Run through the records and show each line that includes the string "Amine".

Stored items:
::::::::::

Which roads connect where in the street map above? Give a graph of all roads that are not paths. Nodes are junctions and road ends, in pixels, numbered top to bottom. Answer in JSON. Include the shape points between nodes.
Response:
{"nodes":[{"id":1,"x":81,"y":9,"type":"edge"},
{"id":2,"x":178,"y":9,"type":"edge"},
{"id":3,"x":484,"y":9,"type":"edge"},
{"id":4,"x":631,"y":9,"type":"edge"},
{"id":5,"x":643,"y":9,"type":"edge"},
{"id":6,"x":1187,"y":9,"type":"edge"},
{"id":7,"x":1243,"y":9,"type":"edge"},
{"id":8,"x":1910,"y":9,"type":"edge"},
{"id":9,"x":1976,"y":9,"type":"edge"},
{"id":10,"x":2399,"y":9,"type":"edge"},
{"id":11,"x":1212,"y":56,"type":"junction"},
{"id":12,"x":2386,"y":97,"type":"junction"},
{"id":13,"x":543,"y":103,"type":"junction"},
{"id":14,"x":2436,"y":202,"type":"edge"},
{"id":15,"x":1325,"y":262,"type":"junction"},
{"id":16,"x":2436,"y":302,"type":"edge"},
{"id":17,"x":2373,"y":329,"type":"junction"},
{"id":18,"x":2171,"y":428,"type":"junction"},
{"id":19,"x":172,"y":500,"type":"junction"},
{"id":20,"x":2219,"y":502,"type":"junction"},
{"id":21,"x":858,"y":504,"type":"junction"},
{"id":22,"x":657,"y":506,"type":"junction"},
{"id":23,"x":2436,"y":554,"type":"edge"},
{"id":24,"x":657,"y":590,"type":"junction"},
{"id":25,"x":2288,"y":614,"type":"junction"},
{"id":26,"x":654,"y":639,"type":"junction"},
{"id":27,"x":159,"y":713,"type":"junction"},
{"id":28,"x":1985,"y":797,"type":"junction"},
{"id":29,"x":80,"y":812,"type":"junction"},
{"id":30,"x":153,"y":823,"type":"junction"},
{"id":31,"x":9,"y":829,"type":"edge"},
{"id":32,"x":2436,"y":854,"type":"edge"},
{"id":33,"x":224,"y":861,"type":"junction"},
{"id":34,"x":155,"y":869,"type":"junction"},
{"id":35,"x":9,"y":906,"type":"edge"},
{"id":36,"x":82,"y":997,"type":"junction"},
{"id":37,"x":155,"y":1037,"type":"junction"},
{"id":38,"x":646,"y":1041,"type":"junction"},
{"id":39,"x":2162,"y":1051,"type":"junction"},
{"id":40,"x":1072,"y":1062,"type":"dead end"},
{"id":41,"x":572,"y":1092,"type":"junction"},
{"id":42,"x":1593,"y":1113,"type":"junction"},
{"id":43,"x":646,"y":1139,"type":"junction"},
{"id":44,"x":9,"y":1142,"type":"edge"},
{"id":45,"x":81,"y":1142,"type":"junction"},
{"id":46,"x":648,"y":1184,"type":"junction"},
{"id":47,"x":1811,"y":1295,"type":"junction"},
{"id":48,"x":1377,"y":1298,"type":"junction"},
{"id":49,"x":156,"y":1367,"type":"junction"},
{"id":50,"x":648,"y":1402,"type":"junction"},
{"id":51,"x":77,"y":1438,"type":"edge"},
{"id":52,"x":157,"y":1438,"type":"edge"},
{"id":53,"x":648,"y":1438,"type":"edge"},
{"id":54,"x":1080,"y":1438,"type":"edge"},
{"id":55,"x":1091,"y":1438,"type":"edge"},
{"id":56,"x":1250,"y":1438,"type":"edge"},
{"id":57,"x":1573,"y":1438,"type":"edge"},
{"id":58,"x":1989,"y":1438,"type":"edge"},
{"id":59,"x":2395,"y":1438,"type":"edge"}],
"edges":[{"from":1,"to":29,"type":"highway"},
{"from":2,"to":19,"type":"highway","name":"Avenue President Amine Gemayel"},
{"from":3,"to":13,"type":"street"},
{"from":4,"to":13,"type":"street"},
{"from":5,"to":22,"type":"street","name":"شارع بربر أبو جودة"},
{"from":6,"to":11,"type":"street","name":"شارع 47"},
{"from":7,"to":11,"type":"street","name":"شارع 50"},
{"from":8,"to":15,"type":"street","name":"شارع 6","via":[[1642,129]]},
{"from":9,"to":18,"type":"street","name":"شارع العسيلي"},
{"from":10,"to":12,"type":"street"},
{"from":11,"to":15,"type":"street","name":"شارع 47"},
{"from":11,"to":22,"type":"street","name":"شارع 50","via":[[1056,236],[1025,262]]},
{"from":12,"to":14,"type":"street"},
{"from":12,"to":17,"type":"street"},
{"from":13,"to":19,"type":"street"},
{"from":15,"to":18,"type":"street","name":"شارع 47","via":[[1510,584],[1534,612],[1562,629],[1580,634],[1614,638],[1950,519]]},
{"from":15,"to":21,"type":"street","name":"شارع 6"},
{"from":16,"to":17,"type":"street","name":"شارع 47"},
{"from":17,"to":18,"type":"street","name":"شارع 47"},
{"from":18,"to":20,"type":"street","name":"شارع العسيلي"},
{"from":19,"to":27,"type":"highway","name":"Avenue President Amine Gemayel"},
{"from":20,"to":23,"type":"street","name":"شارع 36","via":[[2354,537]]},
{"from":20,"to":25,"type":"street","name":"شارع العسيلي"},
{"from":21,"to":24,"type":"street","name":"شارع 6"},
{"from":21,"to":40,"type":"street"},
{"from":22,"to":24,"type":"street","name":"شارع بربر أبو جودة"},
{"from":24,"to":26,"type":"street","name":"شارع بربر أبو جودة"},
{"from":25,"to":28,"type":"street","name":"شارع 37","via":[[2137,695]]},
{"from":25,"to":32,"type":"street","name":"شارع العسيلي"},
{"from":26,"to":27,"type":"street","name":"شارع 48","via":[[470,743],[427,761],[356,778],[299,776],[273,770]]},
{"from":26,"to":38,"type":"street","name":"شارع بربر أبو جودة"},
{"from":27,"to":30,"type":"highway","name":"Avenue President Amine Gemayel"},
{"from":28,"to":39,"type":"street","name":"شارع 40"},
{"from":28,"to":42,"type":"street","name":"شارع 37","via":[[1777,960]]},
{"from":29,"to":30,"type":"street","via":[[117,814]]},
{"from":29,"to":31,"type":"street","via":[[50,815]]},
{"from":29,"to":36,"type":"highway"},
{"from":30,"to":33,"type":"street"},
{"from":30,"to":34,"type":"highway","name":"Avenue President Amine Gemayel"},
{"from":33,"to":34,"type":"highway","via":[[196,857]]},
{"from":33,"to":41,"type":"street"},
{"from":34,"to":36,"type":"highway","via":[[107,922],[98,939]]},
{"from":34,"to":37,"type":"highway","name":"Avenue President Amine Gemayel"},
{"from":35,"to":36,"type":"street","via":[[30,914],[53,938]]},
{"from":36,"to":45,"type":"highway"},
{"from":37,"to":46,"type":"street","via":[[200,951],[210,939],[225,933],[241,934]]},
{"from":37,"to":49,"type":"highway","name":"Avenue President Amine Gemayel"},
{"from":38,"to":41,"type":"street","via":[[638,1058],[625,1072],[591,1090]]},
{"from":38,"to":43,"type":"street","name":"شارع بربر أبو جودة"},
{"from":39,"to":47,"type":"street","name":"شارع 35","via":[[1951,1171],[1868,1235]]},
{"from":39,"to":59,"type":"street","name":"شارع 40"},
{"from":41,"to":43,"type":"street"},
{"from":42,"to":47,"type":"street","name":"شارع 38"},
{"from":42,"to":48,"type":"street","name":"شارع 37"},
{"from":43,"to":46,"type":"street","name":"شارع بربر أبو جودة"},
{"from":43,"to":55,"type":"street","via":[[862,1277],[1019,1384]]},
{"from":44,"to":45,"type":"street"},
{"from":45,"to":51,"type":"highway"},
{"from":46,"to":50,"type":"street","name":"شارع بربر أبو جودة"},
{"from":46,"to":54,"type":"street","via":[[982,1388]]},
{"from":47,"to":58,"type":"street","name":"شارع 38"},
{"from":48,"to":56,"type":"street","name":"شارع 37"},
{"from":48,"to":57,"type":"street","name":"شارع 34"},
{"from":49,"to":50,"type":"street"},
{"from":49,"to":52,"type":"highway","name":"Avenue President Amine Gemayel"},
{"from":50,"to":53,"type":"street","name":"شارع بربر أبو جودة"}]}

::::::::::

Answer section.
{"from":2,"to":19,"type":"highway","name":"Avenue President Amine Gemayel"},
{"from":19,"to":27,"type":"highway","name":"Avenue President Amine Gemayel"},
{"from":27,"to":30,"type":"highway","name":"Avenue President Amine Gemayel"},
{"from":30,"to":34,"type":"highway","name":"Avenue President Amine Gemayel"},
{"from":34,"to":37,"type":"highway","name":"Avenue President Amine Gemayel"},
{"from":37,"to":49,"type":"highway","name":"Avenue President Amine Gemayel"},
{"from":49,"to":52,"type":"highway","name":"Avenue President Amine Gemayel"},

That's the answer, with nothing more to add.